Grim findings have been coming thick and fast. Most Americans no longer see President Barack Obama as honest. Half think that he “knowingly lied” to pass his Obamacare health law. Fewer than one in five trust the government in Washington to do what is right all or most of the time. Confidence in Congress has fallen to record lows: in America, as in Italy and Greece, just one in ten voters expresses trust or confidence in the national parliament. Frankly straining credulity, a mammoth, 107-country poll by Transparency International, a corruption monitor, this summer found Americans more likely than Italians to say that they feel that the police, business and the media are all “corrupt or extremely corrupt”.

Americans are also turning on one another. Since 1972 the Chicago-based General Social Survey (GSS) has been asking whether most people can be trusted, or whether “you can’t be too careful” in daily life. Four decades ago Americans were evenly split. Now almost two-thirds say others cannot be trusted, a record high. Recently the Associated Press sought to add context to the GSS data, asking Americans if they placed much trust in folk they met away from home, or in the workers who swiped their payment cards when out shopping. Most said no.

Some of this is unremarkable; the president wasn’t truthful with the public, so he has lost their trust. Lexington then brings up the debate over ObamaCare to illustrate this lack of trust, knocking conservatives for painting the health-care law as redistributionist and therefore proving themselves to lack compassion and fuel suspicion: “The country faces a crisis of mutual resentment, masquerading as a general collapse in national morale.” And yet, it is the voices of the left most loudly declaring ObamaCare to be a wealth transfer; see here and here, for example. It is advertised as such.

And that illuminates an important point. It’s not the opposition to ObamaCare that threatens to fray the ties that bind American society; it’s the support. The Barack Obama Twitter feed is a perfect example of this. ObamaCare and its attendant propaganda campaign do two things. First the law itself elbows in on space reserved for civil society and the private sector by having the government call the shots on the transformation of the American health-care sector. It does this by forcing Americans off private health insurance and onto government-run versions; eroding the various voluntary constructs to get group health insurance; outlawing faith groups’ practices; and other ways.

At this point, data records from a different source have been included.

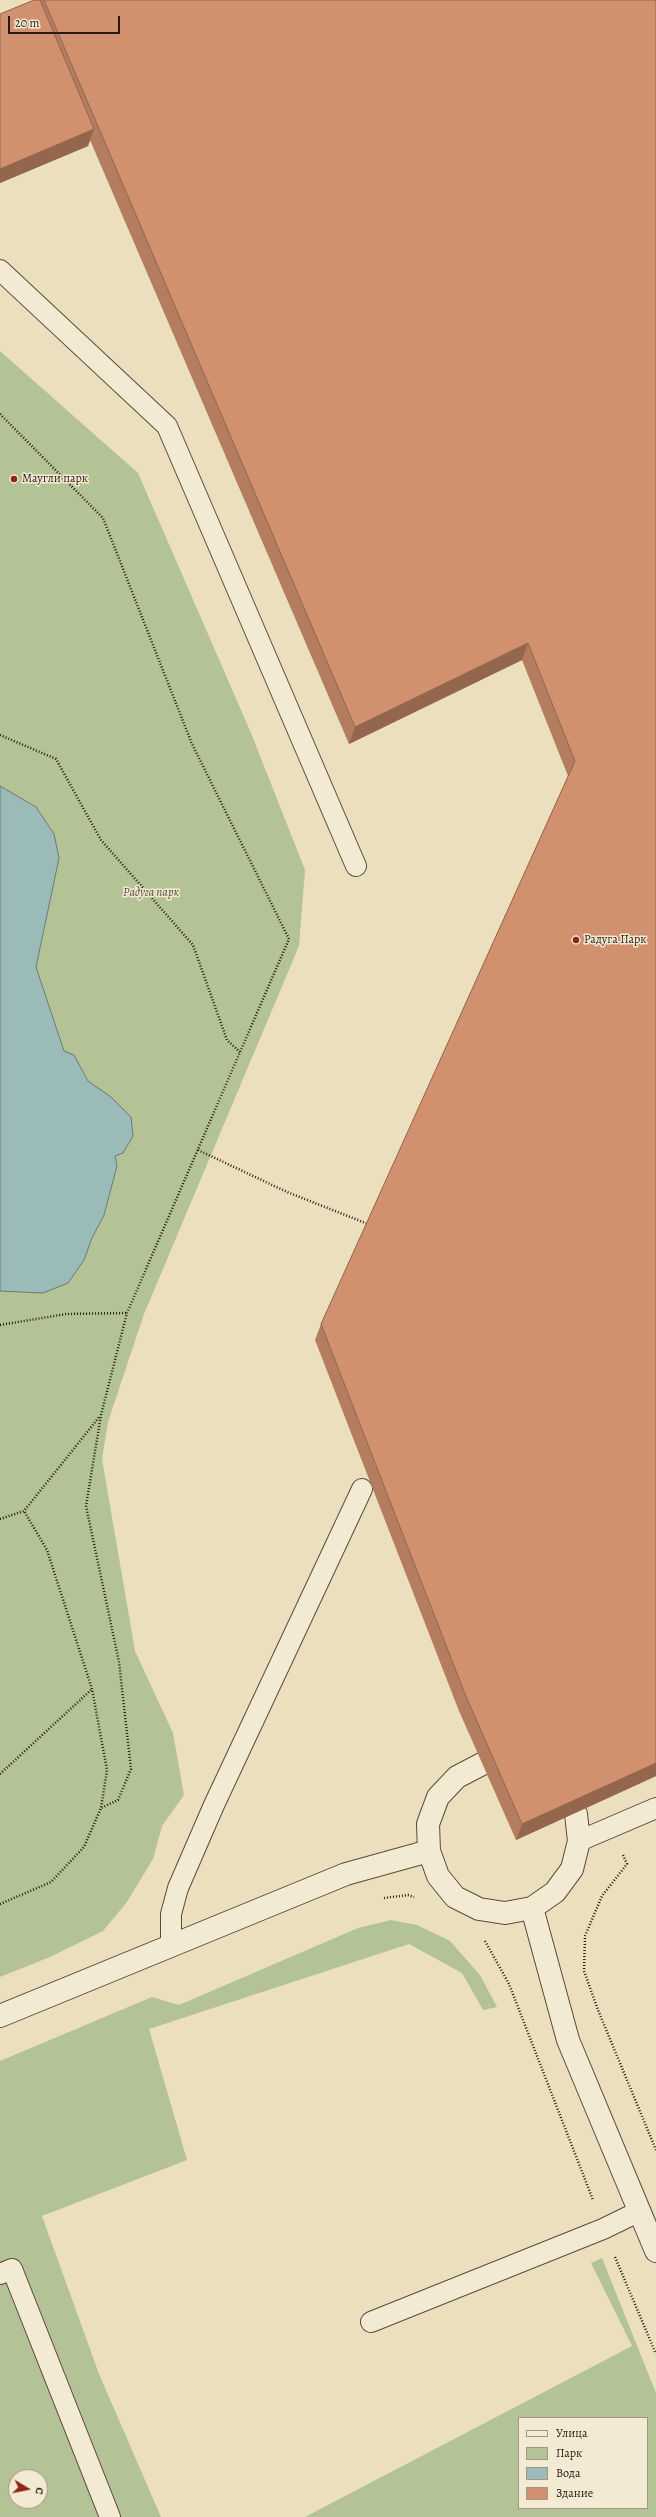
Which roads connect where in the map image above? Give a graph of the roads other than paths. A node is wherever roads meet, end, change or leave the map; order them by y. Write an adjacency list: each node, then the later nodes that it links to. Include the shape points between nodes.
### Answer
1 (0, 270): 2 (lane, via 167,426)
2 (356, 866)
3 (362, 1489): 10 (lane, via 214,1805 178,1888 171,1914)
4 (482, 1764): 8 (street, via 457,1777 438,1797 428,1824)
5 (656, 1808): 7 (lane)
6 (576, 1814): 7 (street)
7 (579, 1841): 9 (street, via 572,1869 555,1892)
8 (429, 1851): 9 (street, via 438,1876 461,1900 479,1909 505,1913); 10 (street, via 346,1874)
9 (532, 1908): 12 (street, via 568,2040)
10 (170, 1946): 11 (street)
11 (0, 2016)
12 (640, 2211): 13 (street); 15 (lane, via 604,2229)
13 (656, 2251)
14 (0, 2274): 16 (lane, via 12,2269)
15 (371, 2322)
16 (110, 2517)

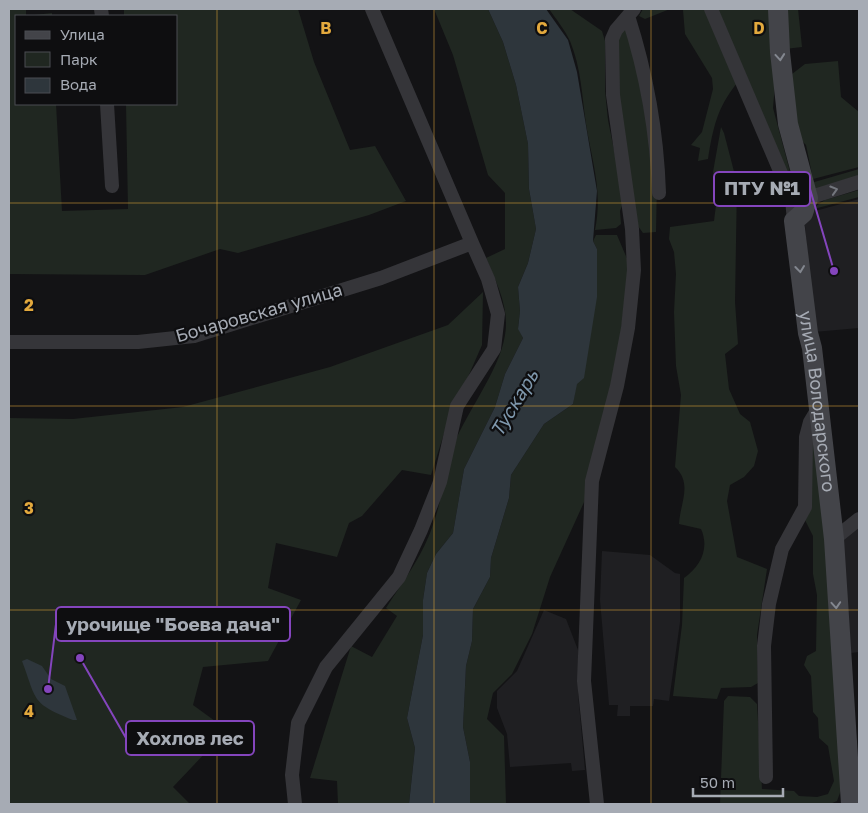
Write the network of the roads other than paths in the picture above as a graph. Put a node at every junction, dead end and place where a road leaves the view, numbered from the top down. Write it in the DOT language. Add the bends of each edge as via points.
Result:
graph roads {
  1 [pos="372,9"];
  2 [pos="711,9"];
  3 [pos="778,9"];
  4 [pos="631,12"];
  5 [pos="107,105"];
  6 [pos="859,182"];
  7 [pos="112,186"];
  8 [pos="659,194"];
  9 [pos="808,198"];
  10 [pos="794,221"];
  11 [pos="472,243"];
  12 [pos="9,342"];
  13 [pos="819,407"];
  14 [pos="859,519"];
  15 [pos="834,539"];
  16 [pos="766,777"];
  17 [pos="854,801"];
  18 [pos="295,804"];
  19 [pos="597,804"];
  1 -- 11 [label="street"];
  2 -- 10 [label="street" via="792,199"];
  3 -- 9 [label="street, one-way" via="788,124"];
  4 -- 8 [label="street" via="652,107"];
  4 -- 19 [label="street" via="612,39 613,95 632,229 634,270 617,386 592,481 587,590 584,680"];
  5 -- 7 [label="street"];
  9 -- 6 [label="street, one-way"];
  9 -- 10 [label="street" via="803,213"];
  10 -- 13 [label="street, улица Володарского, one-way"];
  11 -- 12 [label="street, Бочаровская улица" via="380,278 194,336 138,342"];
  11 -- 18 [label="street" via="488,279 498,314 494,350 457,406 440,482 399,577 326,666 298,723 292,775"];
  13 -- 15 [label="street, улица Володарского"];
  13 -- 16 [label="street" via="806,438 805,507 782,549 769,604 764,646"];
  14 -- 15 [label="street"];
  15 -- 17 [label="street, улица Володарского, one-way"];
}
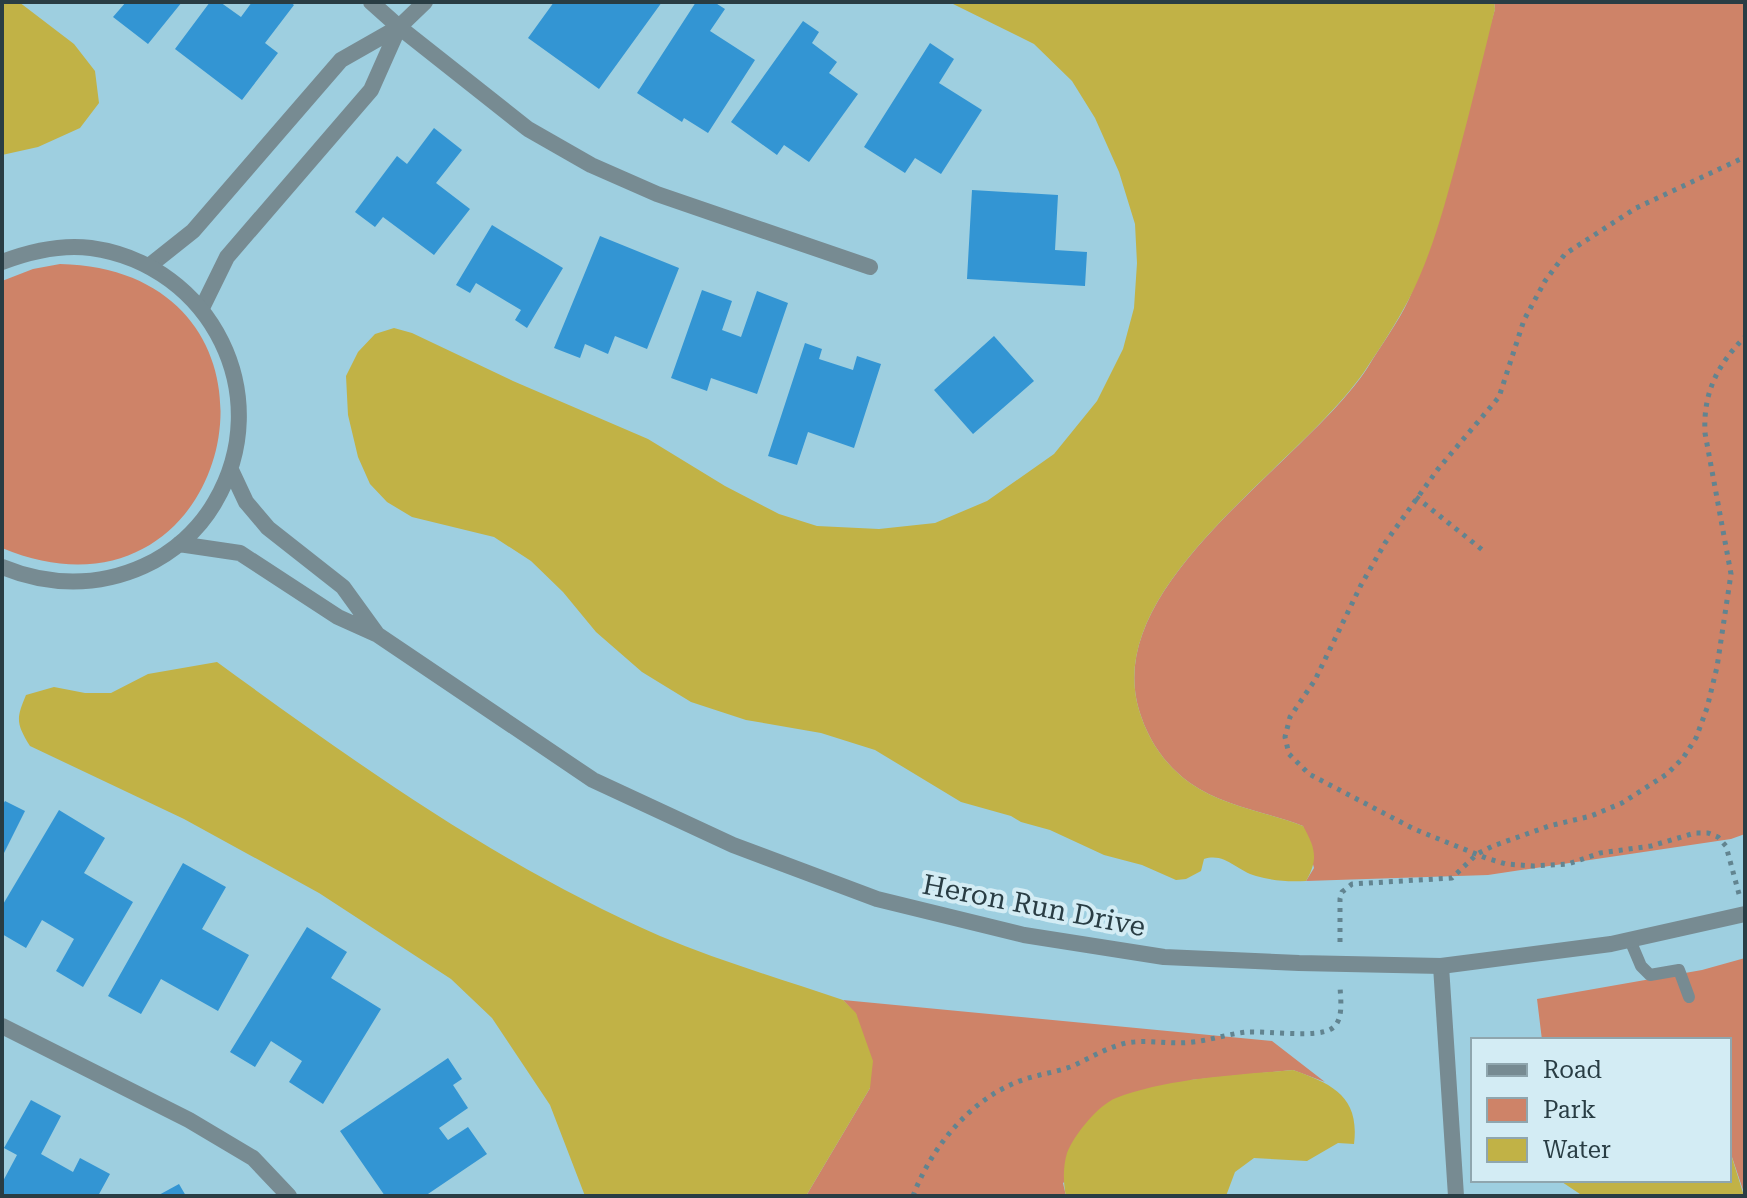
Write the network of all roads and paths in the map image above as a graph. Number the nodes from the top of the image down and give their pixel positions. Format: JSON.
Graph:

Second, the politicization of society that comes with the government both eroding the private sector and declaring national and religious holidays to now be about Obama poisons previously nonpartisan events. The public may have already been more divided along partisan lines, but that line was not supposed to be part of Thanksgiving dinner. You could be reasonably expected to check your partisanship at the door, because there are more important things than the president’s ego–pretty much everything, in fact.

There are millions throughout the country now dealing with the fact that ObamaCare has taken away their health insurance. The president wants his young devotees to find members of their family dealing with this stress and pour salt into the wound by spinning it as a good thing. Of course, plenty of families talk politics anyway at the dinner table. But when the government arms its supporters with talking points and instructions to push those talking points on their family and friends, the partisan line elbows its way into everything. That’s not healthy for the country–no matter what insurance they have.